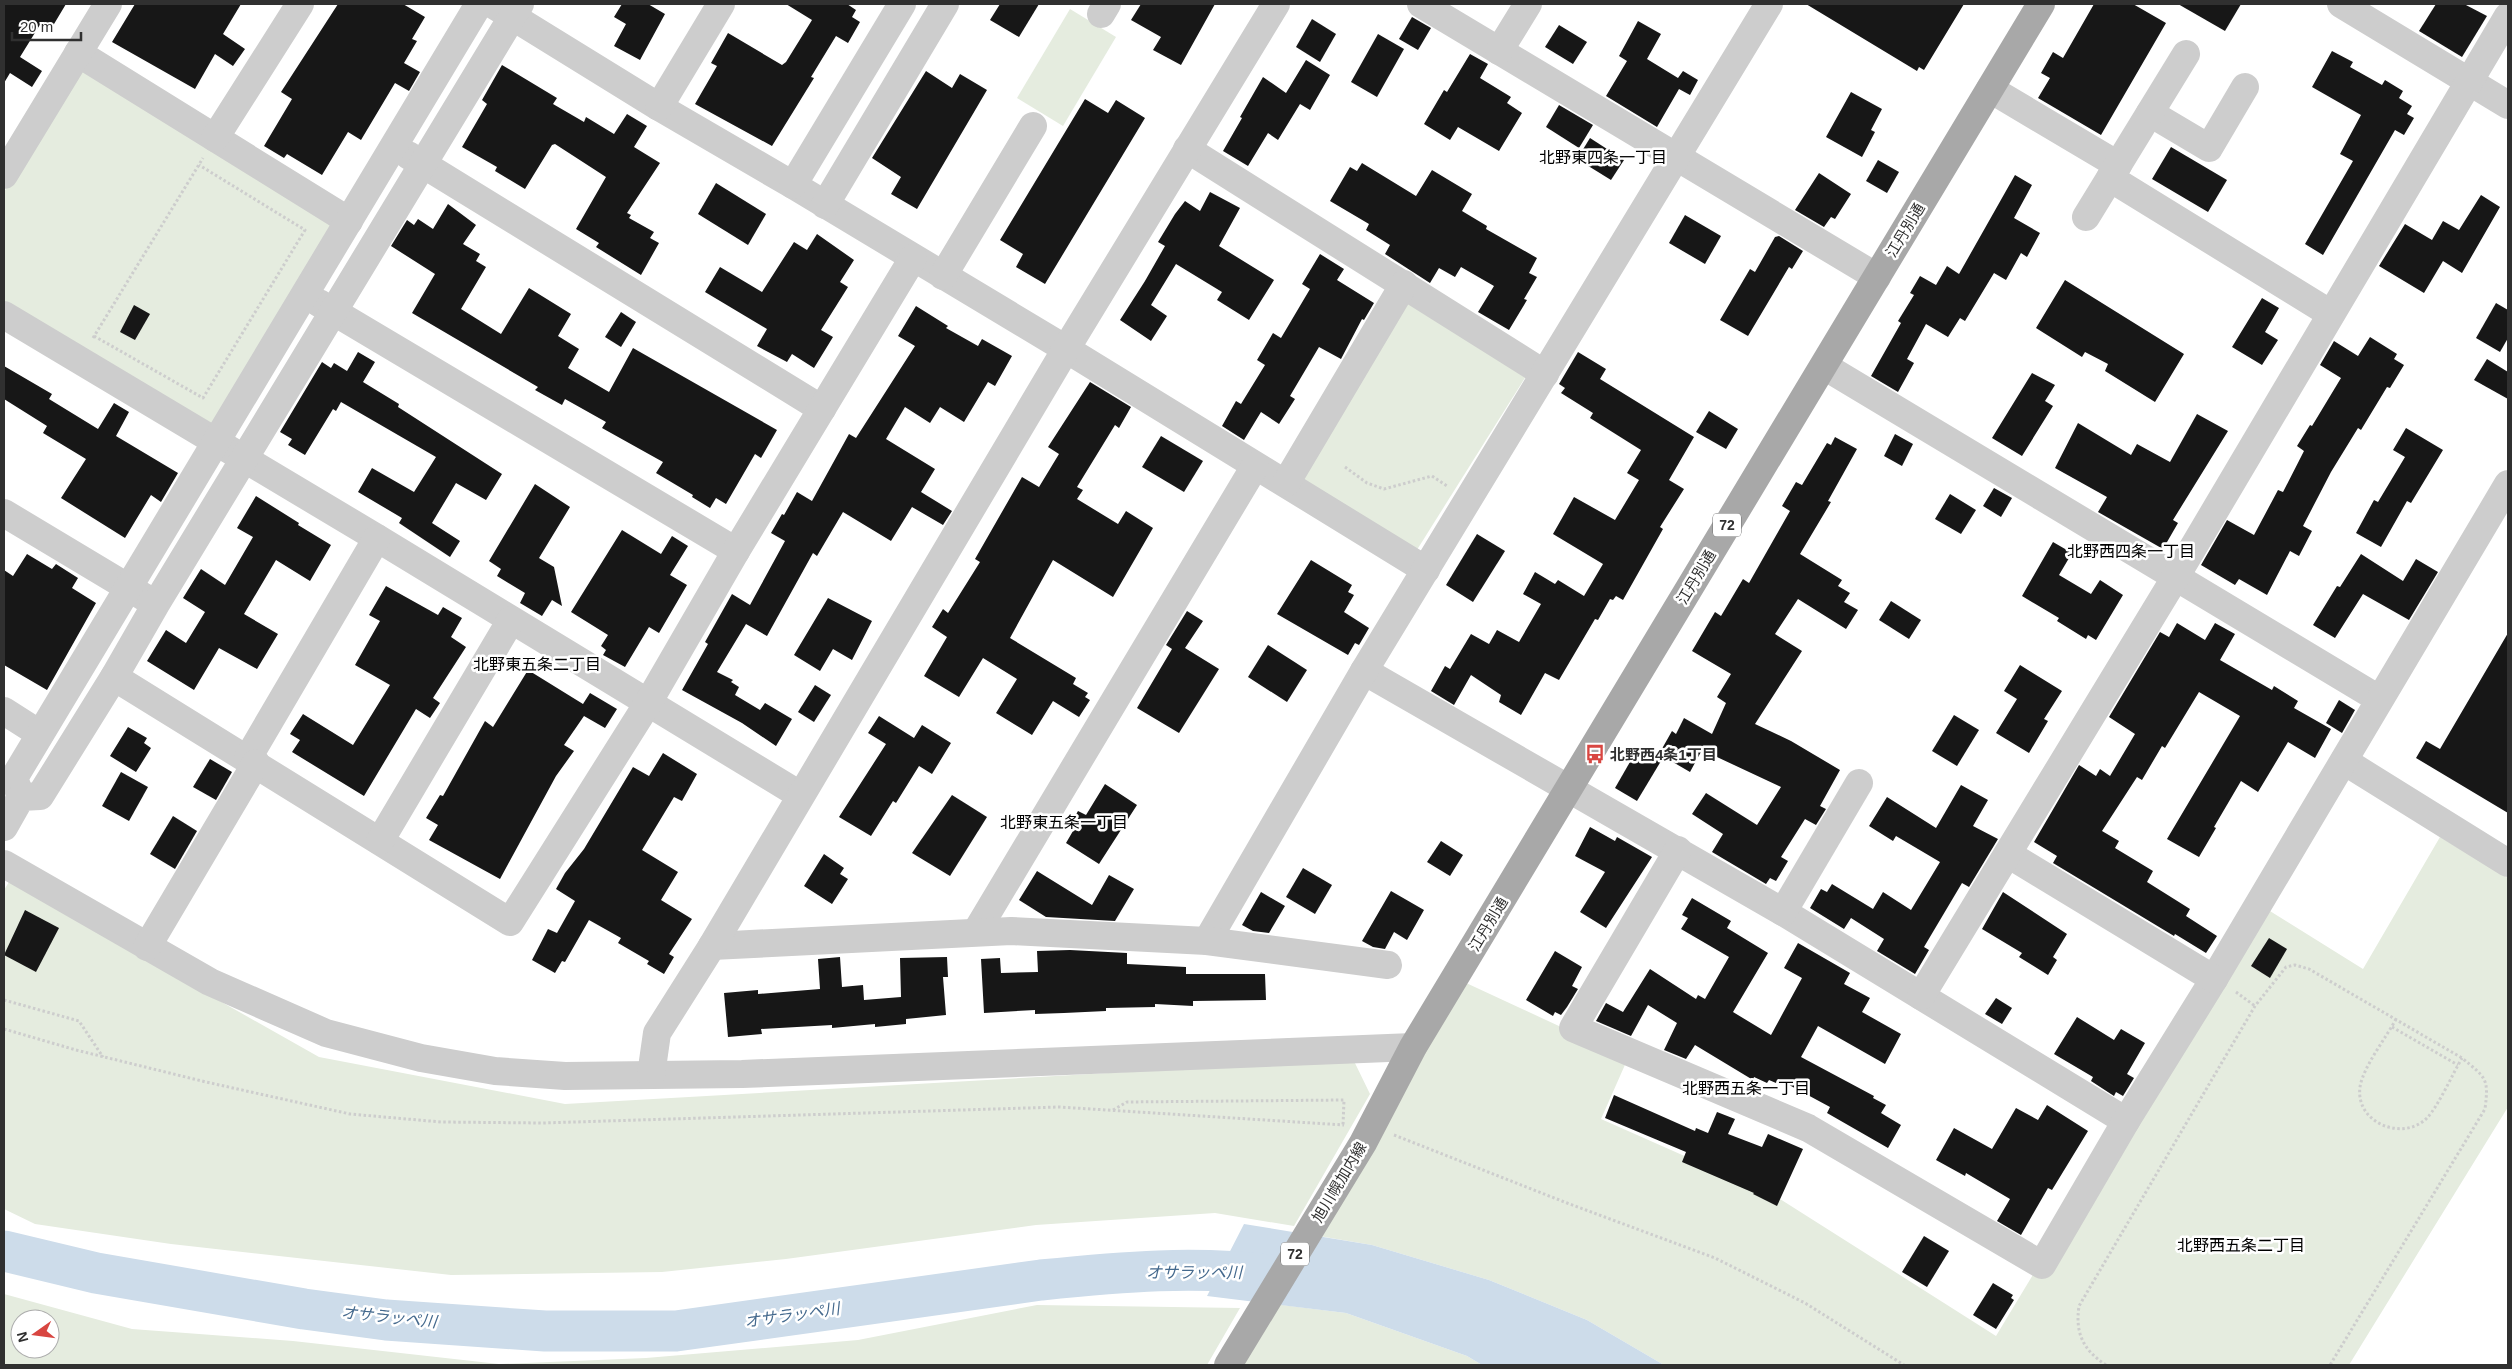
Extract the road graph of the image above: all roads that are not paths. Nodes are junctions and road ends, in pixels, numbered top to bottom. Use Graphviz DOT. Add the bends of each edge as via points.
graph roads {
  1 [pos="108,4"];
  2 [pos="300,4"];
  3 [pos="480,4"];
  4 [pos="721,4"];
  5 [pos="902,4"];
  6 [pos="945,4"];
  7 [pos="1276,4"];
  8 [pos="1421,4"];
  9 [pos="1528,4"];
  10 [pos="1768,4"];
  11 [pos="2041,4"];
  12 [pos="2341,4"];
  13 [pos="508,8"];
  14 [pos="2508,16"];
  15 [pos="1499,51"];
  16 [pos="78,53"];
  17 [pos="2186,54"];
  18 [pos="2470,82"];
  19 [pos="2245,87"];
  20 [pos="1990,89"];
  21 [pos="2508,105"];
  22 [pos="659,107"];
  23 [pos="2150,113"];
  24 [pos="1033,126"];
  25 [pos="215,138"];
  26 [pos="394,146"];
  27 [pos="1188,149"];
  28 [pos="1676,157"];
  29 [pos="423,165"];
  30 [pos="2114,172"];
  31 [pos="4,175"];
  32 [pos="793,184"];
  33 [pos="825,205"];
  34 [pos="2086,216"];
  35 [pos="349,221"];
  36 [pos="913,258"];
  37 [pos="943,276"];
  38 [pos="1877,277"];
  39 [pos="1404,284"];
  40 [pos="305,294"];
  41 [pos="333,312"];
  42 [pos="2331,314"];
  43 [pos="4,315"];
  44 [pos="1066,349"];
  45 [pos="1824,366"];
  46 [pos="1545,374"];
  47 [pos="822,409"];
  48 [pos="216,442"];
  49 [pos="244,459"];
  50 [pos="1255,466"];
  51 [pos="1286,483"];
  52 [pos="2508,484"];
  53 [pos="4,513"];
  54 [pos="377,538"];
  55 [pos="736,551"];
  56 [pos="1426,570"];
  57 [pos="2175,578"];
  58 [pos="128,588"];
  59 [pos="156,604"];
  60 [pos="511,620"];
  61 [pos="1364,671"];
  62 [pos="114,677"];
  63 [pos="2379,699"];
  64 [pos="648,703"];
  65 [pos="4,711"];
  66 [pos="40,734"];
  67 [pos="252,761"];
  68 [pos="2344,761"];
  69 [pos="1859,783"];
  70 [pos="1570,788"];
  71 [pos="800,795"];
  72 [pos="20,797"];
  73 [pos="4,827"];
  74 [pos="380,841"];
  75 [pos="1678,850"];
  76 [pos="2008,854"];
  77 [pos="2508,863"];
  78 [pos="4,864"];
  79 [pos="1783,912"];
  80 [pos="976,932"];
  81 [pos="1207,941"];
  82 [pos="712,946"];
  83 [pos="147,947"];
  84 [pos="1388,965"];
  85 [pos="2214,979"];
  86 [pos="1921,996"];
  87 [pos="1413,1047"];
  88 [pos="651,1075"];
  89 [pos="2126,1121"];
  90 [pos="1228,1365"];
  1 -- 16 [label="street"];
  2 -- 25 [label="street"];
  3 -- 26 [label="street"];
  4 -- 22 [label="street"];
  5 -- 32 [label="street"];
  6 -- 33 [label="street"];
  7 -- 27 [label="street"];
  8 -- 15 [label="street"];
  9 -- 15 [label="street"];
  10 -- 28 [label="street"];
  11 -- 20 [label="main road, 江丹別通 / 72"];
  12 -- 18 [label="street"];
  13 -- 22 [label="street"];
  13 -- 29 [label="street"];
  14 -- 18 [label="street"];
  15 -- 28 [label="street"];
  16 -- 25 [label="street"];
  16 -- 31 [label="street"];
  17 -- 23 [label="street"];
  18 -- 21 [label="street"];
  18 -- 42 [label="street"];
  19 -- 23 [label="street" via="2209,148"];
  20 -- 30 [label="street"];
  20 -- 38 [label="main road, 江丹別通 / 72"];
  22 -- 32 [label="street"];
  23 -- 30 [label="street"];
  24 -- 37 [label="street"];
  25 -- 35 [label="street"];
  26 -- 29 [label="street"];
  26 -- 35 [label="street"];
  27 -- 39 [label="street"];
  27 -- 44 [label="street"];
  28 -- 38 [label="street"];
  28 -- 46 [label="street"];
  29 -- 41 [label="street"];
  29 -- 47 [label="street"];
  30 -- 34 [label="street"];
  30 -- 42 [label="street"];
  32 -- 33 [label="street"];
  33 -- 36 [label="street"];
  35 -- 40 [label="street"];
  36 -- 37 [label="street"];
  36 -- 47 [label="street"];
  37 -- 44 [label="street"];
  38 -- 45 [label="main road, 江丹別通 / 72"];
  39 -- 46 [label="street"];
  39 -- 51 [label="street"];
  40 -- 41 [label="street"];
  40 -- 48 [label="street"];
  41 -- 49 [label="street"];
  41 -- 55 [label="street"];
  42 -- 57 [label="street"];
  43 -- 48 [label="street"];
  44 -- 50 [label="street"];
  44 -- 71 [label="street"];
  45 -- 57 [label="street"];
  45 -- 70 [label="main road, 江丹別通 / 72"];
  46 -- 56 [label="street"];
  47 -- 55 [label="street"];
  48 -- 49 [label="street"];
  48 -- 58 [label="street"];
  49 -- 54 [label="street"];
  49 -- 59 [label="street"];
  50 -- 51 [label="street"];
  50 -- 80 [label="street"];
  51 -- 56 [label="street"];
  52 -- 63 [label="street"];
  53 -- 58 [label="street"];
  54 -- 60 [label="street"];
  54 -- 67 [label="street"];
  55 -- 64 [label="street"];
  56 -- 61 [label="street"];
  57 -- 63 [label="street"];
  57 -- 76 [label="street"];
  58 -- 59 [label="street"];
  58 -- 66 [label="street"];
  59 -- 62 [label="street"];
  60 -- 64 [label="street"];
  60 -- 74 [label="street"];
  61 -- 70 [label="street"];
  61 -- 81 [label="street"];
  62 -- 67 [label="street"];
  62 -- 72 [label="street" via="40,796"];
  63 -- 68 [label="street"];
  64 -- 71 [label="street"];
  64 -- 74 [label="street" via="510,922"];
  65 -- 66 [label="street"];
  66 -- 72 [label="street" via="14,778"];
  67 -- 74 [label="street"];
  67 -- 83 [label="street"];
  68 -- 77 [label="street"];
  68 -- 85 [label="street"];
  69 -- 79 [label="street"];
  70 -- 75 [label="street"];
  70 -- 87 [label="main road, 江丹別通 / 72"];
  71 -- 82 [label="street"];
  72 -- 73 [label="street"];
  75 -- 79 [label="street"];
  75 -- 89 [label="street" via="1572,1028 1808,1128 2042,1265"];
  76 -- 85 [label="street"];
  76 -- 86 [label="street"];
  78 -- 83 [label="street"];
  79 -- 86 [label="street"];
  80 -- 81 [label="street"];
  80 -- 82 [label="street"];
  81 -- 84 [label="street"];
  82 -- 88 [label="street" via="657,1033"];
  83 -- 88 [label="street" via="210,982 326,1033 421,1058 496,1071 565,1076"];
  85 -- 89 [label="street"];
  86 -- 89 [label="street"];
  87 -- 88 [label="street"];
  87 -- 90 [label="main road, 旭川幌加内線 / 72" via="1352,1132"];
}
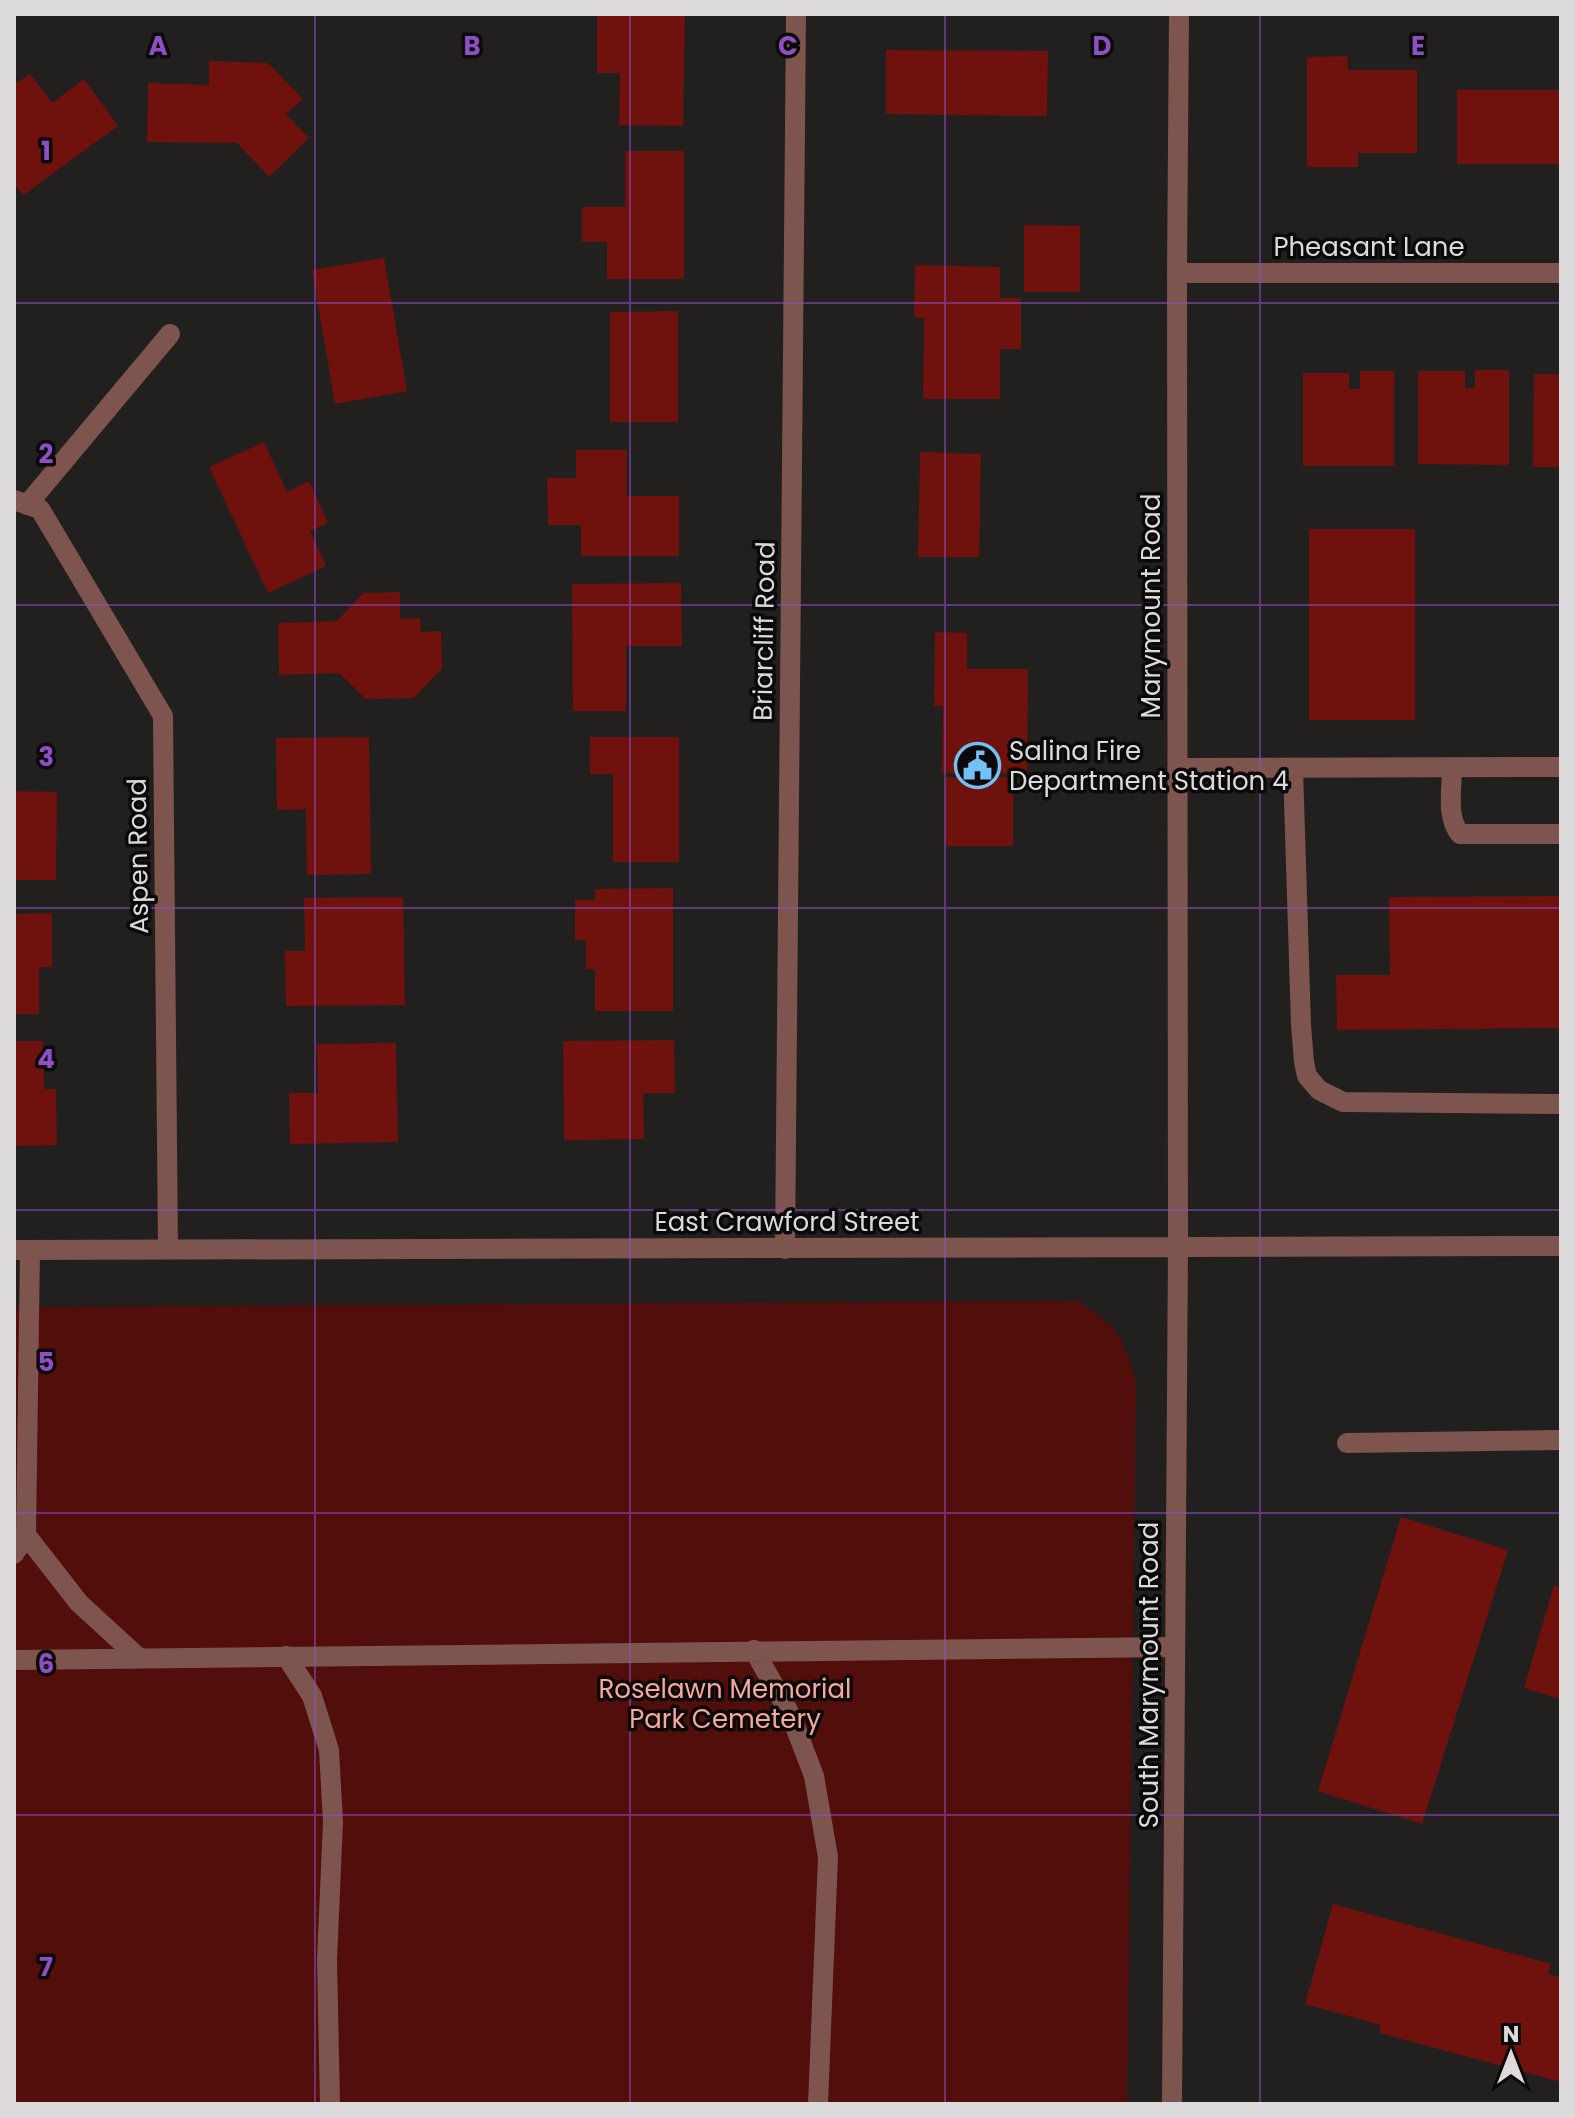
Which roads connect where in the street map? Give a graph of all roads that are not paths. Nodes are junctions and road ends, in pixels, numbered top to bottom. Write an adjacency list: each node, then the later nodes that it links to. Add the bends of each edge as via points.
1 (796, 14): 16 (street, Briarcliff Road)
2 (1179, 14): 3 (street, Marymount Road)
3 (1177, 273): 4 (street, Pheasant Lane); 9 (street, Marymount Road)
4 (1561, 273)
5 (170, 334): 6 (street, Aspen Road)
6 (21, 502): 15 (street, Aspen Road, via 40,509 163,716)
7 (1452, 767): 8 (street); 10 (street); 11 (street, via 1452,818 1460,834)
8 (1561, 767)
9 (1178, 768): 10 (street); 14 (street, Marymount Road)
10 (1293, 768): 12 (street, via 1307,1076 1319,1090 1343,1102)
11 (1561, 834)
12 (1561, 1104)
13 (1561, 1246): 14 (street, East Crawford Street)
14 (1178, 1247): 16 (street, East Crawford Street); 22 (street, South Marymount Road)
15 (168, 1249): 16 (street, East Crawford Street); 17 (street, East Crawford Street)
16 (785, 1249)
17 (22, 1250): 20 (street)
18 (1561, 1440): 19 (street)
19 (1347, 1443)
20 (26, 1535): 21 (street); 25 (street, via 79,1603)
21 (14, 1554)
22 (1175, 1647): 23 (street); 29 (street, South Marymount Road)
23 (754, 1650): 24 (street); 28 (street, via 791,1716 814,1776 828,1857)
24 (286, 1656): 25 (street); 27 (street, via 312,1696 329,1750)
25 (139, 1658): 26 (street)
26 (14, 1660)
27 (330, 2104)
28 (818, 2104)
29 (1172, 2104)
========================
**Requirement:**
If a line in the entries contains "pixels", copy it.

**Solution for this exercise:**
Extract the road graph of the image above: all roads that are not paths. Nodes are junctions and road ends, in pixels, numbered top to bottom. Use Graphviz DOT. Add the bends of each edge as via points.
Which roads connect where in the street map? Give a graph of all roads that are not paths. Nodes are junctions and road ends, in pixels, numbered top to bottom. Write an adjacency list: each node, then the later nodes that it links to. Add the bends of each edge as via points.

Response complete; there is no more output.